# Question on Sibelius perpetual license updates



## South Thames (Apr 5, 2021)

Hi

I'm hoping someone can clear up my confusion caused by the mixed perpetual license/ subscription model at Sibelius/Avid....

A few years back I purchased a perpetual license for Sibelius -- I guess that was Sibelius 8. I let my 'upgrade/support/ contract expire after a year.

Now, Sibelius 8 no longer works with my operating system and I'd like to upgrade it.

What are my options? I can't see the option to just buy the upgrade?

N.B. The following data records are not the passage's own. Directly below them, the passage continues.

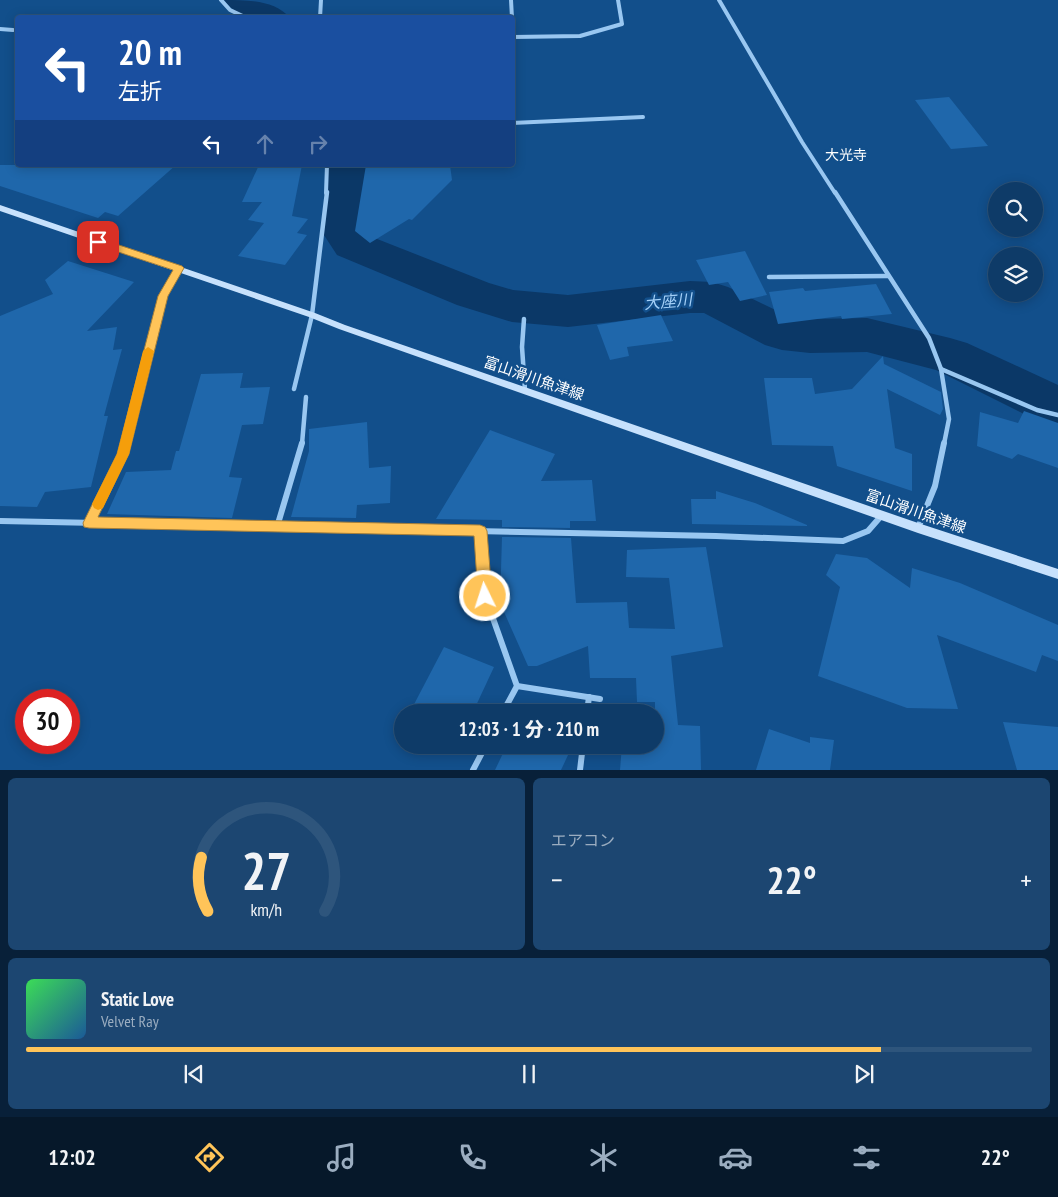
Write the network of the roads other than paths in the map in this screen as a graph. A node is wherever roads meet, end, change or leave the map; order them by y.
1 (221, 0) edge
2 (321, 0) edge
3 (511, 0) edge
4 (618, 0) edge
5 (719, 0) edge
6 (241, 15) edge
7 (320, 15) edge
8 (512, 15) edge
9 (0, 29) edge
10 (13, 30) dead end
11 (515, 37) edge
12 (643, 117) dead end
13 (515, 123) edge
14 (327, 167) edge
15 (0, 208) edge
16 (178, 268) junction
17 (888, 276) junction
18 (769, 277) dead end
19 (312, 315) junction
20 (524, 319) dead end
21 (941, 369) junction
22 (294, 389) dead end
23 (525, 390) junction
24 (306, 397) dead end
25 (1058, 416) edge
26 (882, 516) junction
27 (0, 521) edge
28 (89, 523) junction
29 (277, 526) junction
30 (918, 528) junction
31 (480, 531) junction
32 (1058, 574) edge
33 (518, 686) junction
34 (589, 697) junction
35 (600, 698) dead end
36 (508, 704) edge
37 (588, 704) edge
38 (481, 754) edge
39 (582, 754) edge
40 (473, 770) edge
41 (580, 770) edge

1 - 6 street
2 - 7 street
3 - 8 street
4 - 11 street
5 - 17 street
9 - 10 street
12 - 13 street
14 - 19 street
15 - 16 main road, 富山滑川魚津線
16 - 19 main road, 富山滑川魚津線
16 - 28 street
17 - 18 street
17 - 21 street
19 - 22 street
19 - 23 main road, 富山滑川魚津線
20 - 23 street
21 - 25 street
21 - 30 street
23 - 26 main road, 富山滑川魚津線
24 - 29 street
26 - 30 main road, 富山滑川魚津線
26 - 31 street
27 - 28 street
28 - 29 street
29 - 31 street
30 - 32 main road, 富山滑川魚津線
31 - 33 street
33 - 34 street
33 - 36 street
34 - 35 street
34 - 37 street
38 - 40 street
39 - 41 street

Do I have to subscribe to get the upgrade? In which case, would that mean my continued use of the upgrade would depend on my continuing my subscription and if I let it expire I'd be back to using Sibelius 8?

Thanks!


----------



## yiph2 (Apr 5, 2021)

You would need to upgrade using a retailer. The Avid website only lets you upgrade to subscription - you will not get your perpetual back.


----------



## South Thames (Apr 5, 2021)

> You would need to upgrade using a retailer. The Avid website only lets you upgrade to subscription - you will not get your perpetual back.



Thanks for that -- I guess that's what I'll need to do then. I rather get the impression that the opacity of that fact on their website is not accidental!


----------